This tutorial will explain how you can sort multiple columns in Pandas DataFrame. This is a basic task that you may need to use frequently when analyzing data.
Sort Multiple Columns In Pandas DataFrame
For this specific task, you will need to use the method
DataFrame.sort_values() with this syntax:
DataFrame.sort_values(by, axis, ascending, inplace, kind, na_position, ignore_index, key)
- axis: the axis the method will sort. Its default value is 0 (or index). This is also the direction you want to use when sorting multiple columns in Pandas DataFrame.
- by: a string (or a list of strings) that determines the label(s) of the columns along which you want to sort the DataFrames.
- ascending: a boolean value (or a list of boolean values) specifying the way each column should be sorted.
- inplace: this parameter controls whether the method makes changes on the current DataFrame itself or leaves it intact and only sorts a copy of it. The default value is True, meaning in-place operation.
- kind: the sorting algorithm you want to use. PySpark uses quicksort by default, but you can change it to stable, heapsort, or mergesort. Only stable and mergesort are stable sorting algorithms.
When sorting DataFrames, this option only applies when used on a single label or column.

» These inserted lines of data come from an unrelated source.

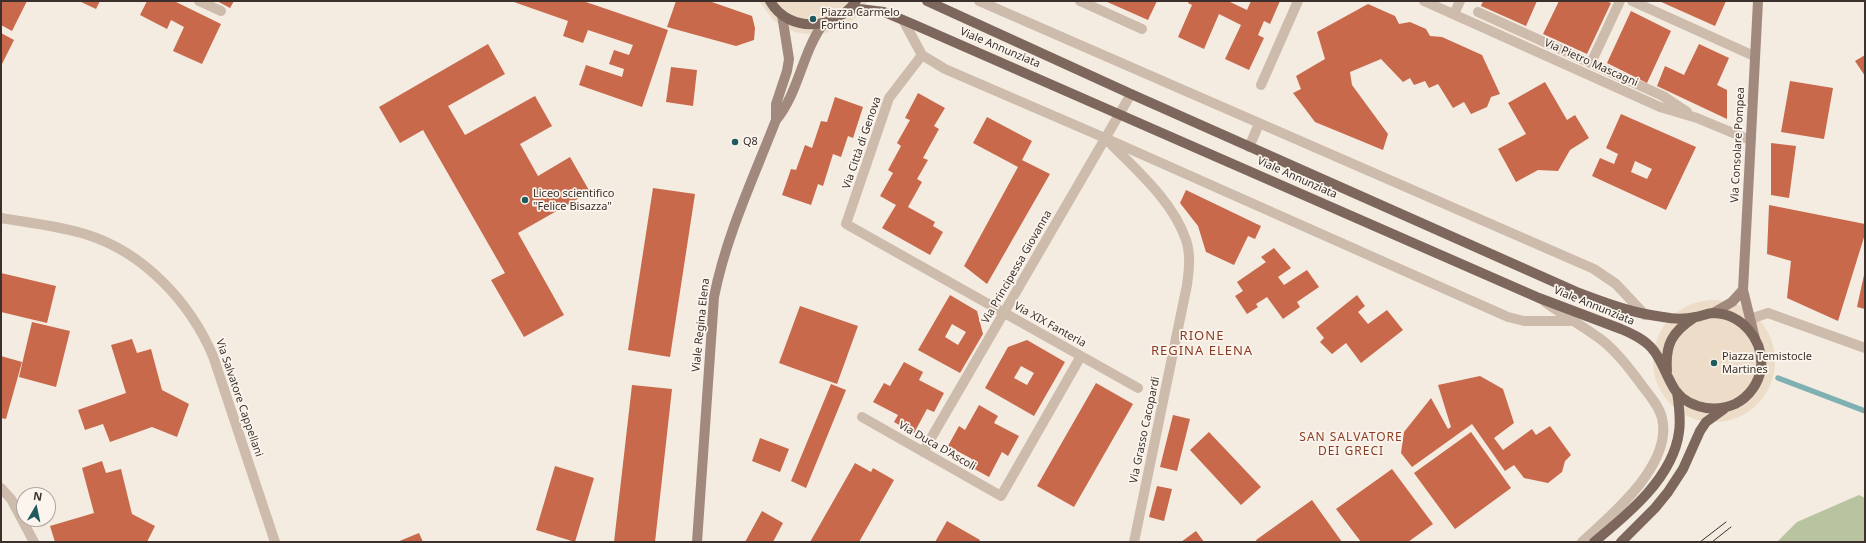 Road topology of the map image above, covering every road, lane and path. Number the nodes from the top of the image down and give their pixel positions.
1 (199, 1) edge
2 (770, 1) edge
3 (927, 1) edge
4 (979, 1) edge
5 (1080, 1) edge
6 (1298, 1) edge
7 (1424, 1) edge
8 (1460, 1) edge
9 (1620, 1) edge
10 (1632, 1) edge
11 (1758, 1) edge
12 (854, 4) edge
13 (221, 11) dead end
14 (1478, 12) dead end
15 (1454, 14) junction
16 (782, 15) junction
17 (903, 20) junction
18 (823, 24) junction
19 (1142, 28) dead end
20 (922, 55) junction
21 (1754, 56) junction
22 (1591, 63) junction
23 (1260, 85) dead end
24 (1131, 94) junction
25 (1120, 113) junction
26 (1697, 118) junction
27 (776, 120) junction
28 (1259, 124) junction
29 (1105, 138) junction
30 (1750, 140) junction
31 (1249, 147) junction
32 (1, 218) edge
33 (846, 224) joint
34 (1743, 290) junction
35 (1539, 298) junction
36 (1004, 313) junction
37 (1713, 313) junction
38 (1645, 315) junction
39 (1695, 317) junction
40 (1570, 321) junction
41 (1750, 322) junction
42 (1755, 338) junction
43 (1865, 348) edge
44 (1081, 356) junction
45 (1667, 373) junction
46 (1138, 388) dead end
47 (1677, 392) junction
48 (1726, 408) junction
49 (862, 417) dead end
50 (923, 452) junction
51 (1, 488) edge
52 (34, 542) edge
53 (275, 542) edge
54 (697, 542) edge
55 (1134, 542) edge
56 (1582, 542) edge
57 (1594, 542) edge
58 (1621, 542) edge

1 - 13 street
2 - 16 main road
3 - 24 main road, Viale Annunziata
4 - 28 street, Viale Annunziata
5 - 19 street
6 - 23 street
7 - 15 street, Via Pietro Mascagni
8 - 15 street
9 - 22 street
10 - 21 street
11 - 21 main road, Via Consolare Pompea
12 - 17 main road, Viale Annunziata
12 - 18 main road
14 - 22 street
15 - 26 street, Via Pietro Mascagni
16 - 18 main road
16 - 27 main road
17 - 20 street
17 - 25 main road, Viale Annunziata
18 - 27 main road
20 - 29 street, Viale Annunziata
20 - 33 street, Via Città di Genova
21 - 30 main road, Via Consolare Pompea
22 - 26 street
24 - 25 street, Via Principessa Giovanna
24 - 31 main road, Viale Annunziata
25 - 29 street, Via Principessa Giovanna
25 - 35 main road, Viale Annunziata
26 - 30 street, Via Pietro Mascagni
27 - 54 main road, Viale Regina Elena
28 - 31 street
28 - 38 street, Viale Annunziata
29 - 36 street, Via Principessa Giovanna
29 - 40 street, Viale Annunziata
29 - 55 street, Via Grasso Cacopardi
30 - 34 main road, Via Consolare Pompea
31 - 38 main road, Viale Annunziata
32 - 53 street, Via Salvatore Cappellani
33 - 36 street, Via XIX Fanteria
34 - 37 main road
34 - 41 main road, Via Consolare Pompea
35 - 40 street
35 - 45 main road, Viale Annunziata
36 - 44 street, Via XIX Fanteria
36 - 50 street, Via Principessa Giovanna
37 - 39 main road, Viale Annunziata
37 - 42 main road, Viale Annunziata
38 - 39 main road, Viale Annunziata
39 - 45 main road, Viale Annunziata
40 - 56 street
41 - 42 main road, Via Consolare Pompea
41 - 43 street
42 - 48 main road, Viale Annunziata
44 - 46 street, Via XIX Fanteria
44 - 50 street, Via Duca D'Ascoli
45 - 47 main road, Viale Annunziata
47 - 48 main road, Viale Annunziata
47 - 57 main road
48 - 58 main road
49 - 50 street, Via Duca D'Ascoli
51 - 52 street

- na_position: this parameter determines where to put NaNs: at the beginning if it is first, and at the end when it is set to last.
- ignore_index: available since Pandas version 1.0.0, this boolean parameter controls whether the returned DataFrame is labeled from 0 to n-1.
- key: apply a function to values of the DataFrame before applying the sorting algorithm. This key function has to be vectorized (meaning it should return a Series when receiving a Series of the same shape).
To show you how the
DataFrame.sort_values() works, we will create DataFrame in Pandas by importing data from a CSV file. It has information about some home sales, such as their selling price, listing price, number of rooms, and taxes.
import pandas as pd df = pd.read_csv('homes.csv') df
We can sort two columns by providing the method
sort_values() with their labels in a list.
For instance, this statement sorts houses in the DataFrame by the number of rooms first, then their listing price.
You can continue to sort this further by another column, such as the selling price. You can see that some entries have their places changed.
df.sort_values(['Rooms', 'List', 'Sell'])
By default, the method
sort_values() keeps the indexes of rows, meaning they will move together with the rows as well. You can add the option
ignore_index = True to leave them where they used to be. The entries in columns don’t change, but the indexes will run from 0 to n-1.
df.sort_values(['Rooms', 'List'], ignore_index = True)
The default options of
sort_values() sort entries in ascending order. You can change this sorting direction for every column by defining a boolean list.
This statement, for instance, still displays houses with a lower number of rooms first. However, if they are similar, houses with a higher listing and selling price will be shown first.
df.sort_values(['Rooms', 'List', 'Sell'], ascending = [True, False, False])
All examples above leave the original intact. If you want to directly sort on it, add the argument inplace = True:
df.sort_values(['Rooms', 'List'], inplace = True)
DataFrame.sort_values() can sort multiple columns in Pandas DataFrame. You choose a sorting algorithm, specify different sorting directions for columns, and even invoke a function before sorting.